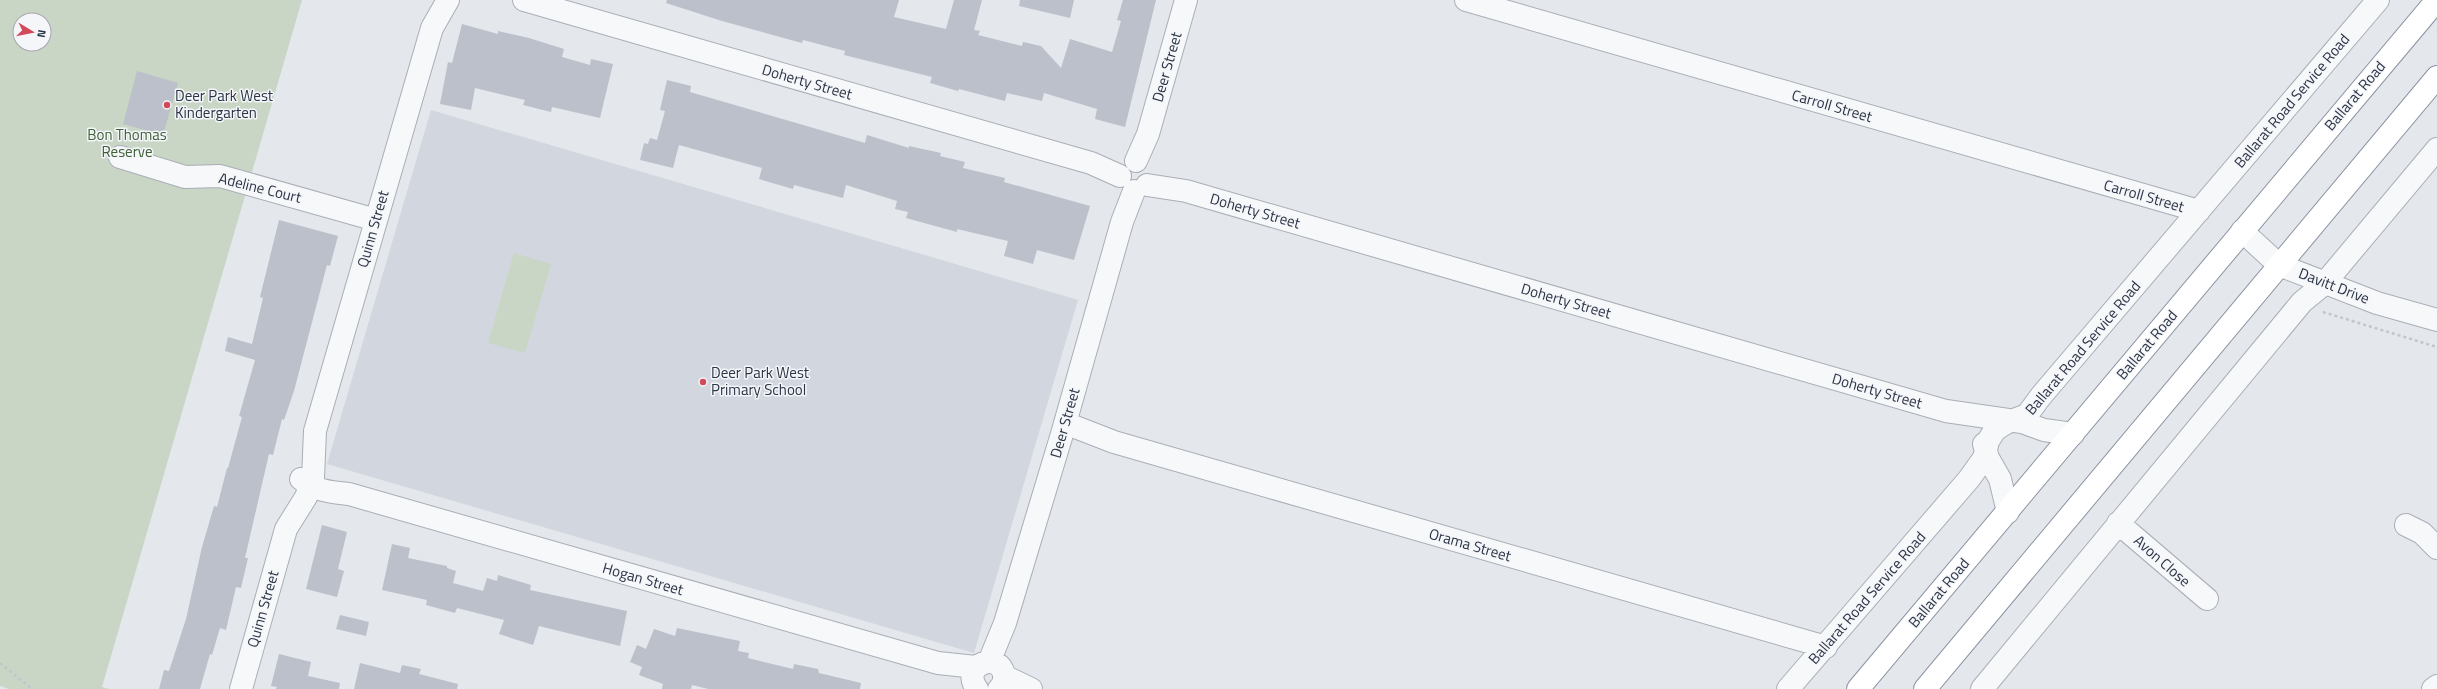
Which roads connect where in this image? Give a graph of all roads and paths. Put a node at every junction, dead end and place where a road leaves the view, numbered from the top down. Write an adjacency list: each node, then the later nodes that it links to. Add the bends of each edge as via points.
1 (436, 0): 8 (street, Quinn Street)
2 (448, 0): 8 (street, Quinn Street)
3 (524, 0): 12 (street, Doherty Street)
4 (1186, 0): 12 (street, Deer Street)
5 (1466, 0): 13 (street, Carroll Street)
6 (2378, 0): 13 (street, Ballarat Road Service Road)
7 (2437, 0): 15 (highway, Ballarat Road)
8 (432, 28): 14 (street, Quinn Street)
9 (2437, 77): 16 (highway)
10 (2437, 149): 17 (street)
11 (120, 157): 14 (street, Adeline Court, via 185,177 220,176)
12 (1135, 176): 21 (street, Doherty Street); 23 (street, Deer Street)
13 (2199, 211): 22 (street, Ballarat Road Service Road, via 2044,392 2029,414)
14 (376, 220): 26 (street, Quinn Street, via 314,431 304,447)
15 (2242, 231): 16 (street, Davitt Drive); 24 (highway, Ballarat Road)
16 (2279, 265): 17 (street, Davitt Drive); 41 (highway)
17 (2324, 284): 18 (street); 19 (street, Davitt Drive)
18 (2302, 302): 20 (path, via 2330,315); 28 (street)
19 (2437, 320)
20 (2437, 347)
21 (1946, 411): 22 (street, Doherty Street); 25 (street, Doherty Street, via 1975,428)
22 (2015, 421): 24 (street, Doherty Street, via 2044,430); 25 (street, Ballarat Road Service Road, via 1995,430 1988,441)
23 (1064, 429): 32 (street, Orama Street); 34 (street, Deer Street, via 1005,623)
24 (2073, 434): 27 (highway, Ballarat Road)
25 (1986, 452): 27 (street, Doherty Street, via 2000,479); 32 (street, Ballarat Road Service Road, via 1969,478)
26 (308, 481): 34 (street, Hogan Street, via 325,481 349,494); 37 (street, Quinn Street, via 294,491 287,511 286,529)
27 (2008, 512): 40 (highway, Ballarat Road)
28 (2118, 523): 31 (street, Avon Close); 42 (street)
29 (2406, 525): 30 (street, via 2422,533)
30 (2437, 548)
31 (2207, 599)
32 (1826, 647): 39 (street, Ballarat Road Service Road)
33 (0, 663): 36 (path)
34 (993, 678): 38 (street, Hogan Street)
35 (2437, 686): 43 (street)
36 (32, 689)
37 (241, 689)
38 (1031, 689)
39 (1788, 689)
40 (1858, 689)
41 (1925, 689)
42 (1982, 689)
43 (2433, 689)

+++++

* _WHAT IS EXPECTED_
Could you write out every record exactly, leaving the pictures out?

* _OUTPUT_
Which roads connect where in this image? Give a graph of all roads and paths. Put a node at every junction, dead end and place where a road leaves the view, numbered from the top down. Write an adjacency list: each node, then the later nodes that it links to. Add the bends of each edge as via points.
1 (436, 0): 8 (street, Quinn Street)
2 (448, 0): 8 (street, Quinn Street)
3 (524, 0): 12 (street, Doherty Street)
4 (1186, 0): 12 (street, Deer Street)
5 (1466, 0): 13 (street, Carroll Street)
6 (2378, 0): 13 (street, Ballarat Road Service Road)
7 (2437, 0): 15 (highway, Ballarat Road)
8 (432, 28): 14 (street, Quinn Street)
9 (2437, 77): 16 (highway)
10 (2437, 149): 17 (street)
11 (120, 157): 14 (street, Adeline Court, via 185,177 220,176)
12 (1135, 176): 21 (street, Doherty Street); 23 (street, Deer Street)
13 (2199, 211): 22 (street, Ballarat Road Service Road, via 2044,392 2029,414)
14 (376, 220): 26 (street, Quinn Street, via 314,431 304,447)
15 (2242, 231): 16 (street, Davitt Drive); 24 (highway, Ballarat Road)
16 (2279, 265): 17 (street, Davitt Drive); 41 (highway)
17 (2324, 284): 18 (street); 19 (street, Davitt Drive)
18 (2302, 302): 20 (path, via 2330,315); 28 (street)
19 (2437, 320)
20 (2437, 347)
21 (1946, 411): 22 (street, Doherty Street); 25 (street, Doherty Street, via 1975,428)
22 (2015, 421): 24 (street, Doherty Street, via 2044,430); 25 (street, Ballarat Road Service Road, via 1995,430 1988,441)
23 (1064, 429): 32 (street, Orama Street); 34 (street, Deer Street, via 1005,623)
24 (2073, 434): 27 (highway, Ballarat Road)
25 (1986, 452): 27 (street, Doherty Street, via 2000,479); 32 (street, Ballarat Road Service Road, via 1969,478)
26 (308, 481): 34 (street, Hogan Street, via 325,481 349,494); 37 (street, Quinn Street, via 294,491 287,511 286,529)
27 (2008, 512): 40 (highway, Ballarat Road)
28 (2118, 523): 31 (street, Avon Close); 42 (street)
29 (2406, 525): 30 (street, via 2422,533)
30 (2437, 548)
31 (2207, 599)
32 (1826, 647): 39 (street, Ballarat Road Service Road)
33 (0, 663): 36 (path)
34 (993, 678): 38 (street, Hogan Street)
35 (2437, 686): 43 (street)
36 (32, 689)
37 (241, 689)
38 (1031, 689)
39 (1788, 689)
40 (1858, 689)
41 (1925, 689)
42 (1982, 689)
43 (2433, 689)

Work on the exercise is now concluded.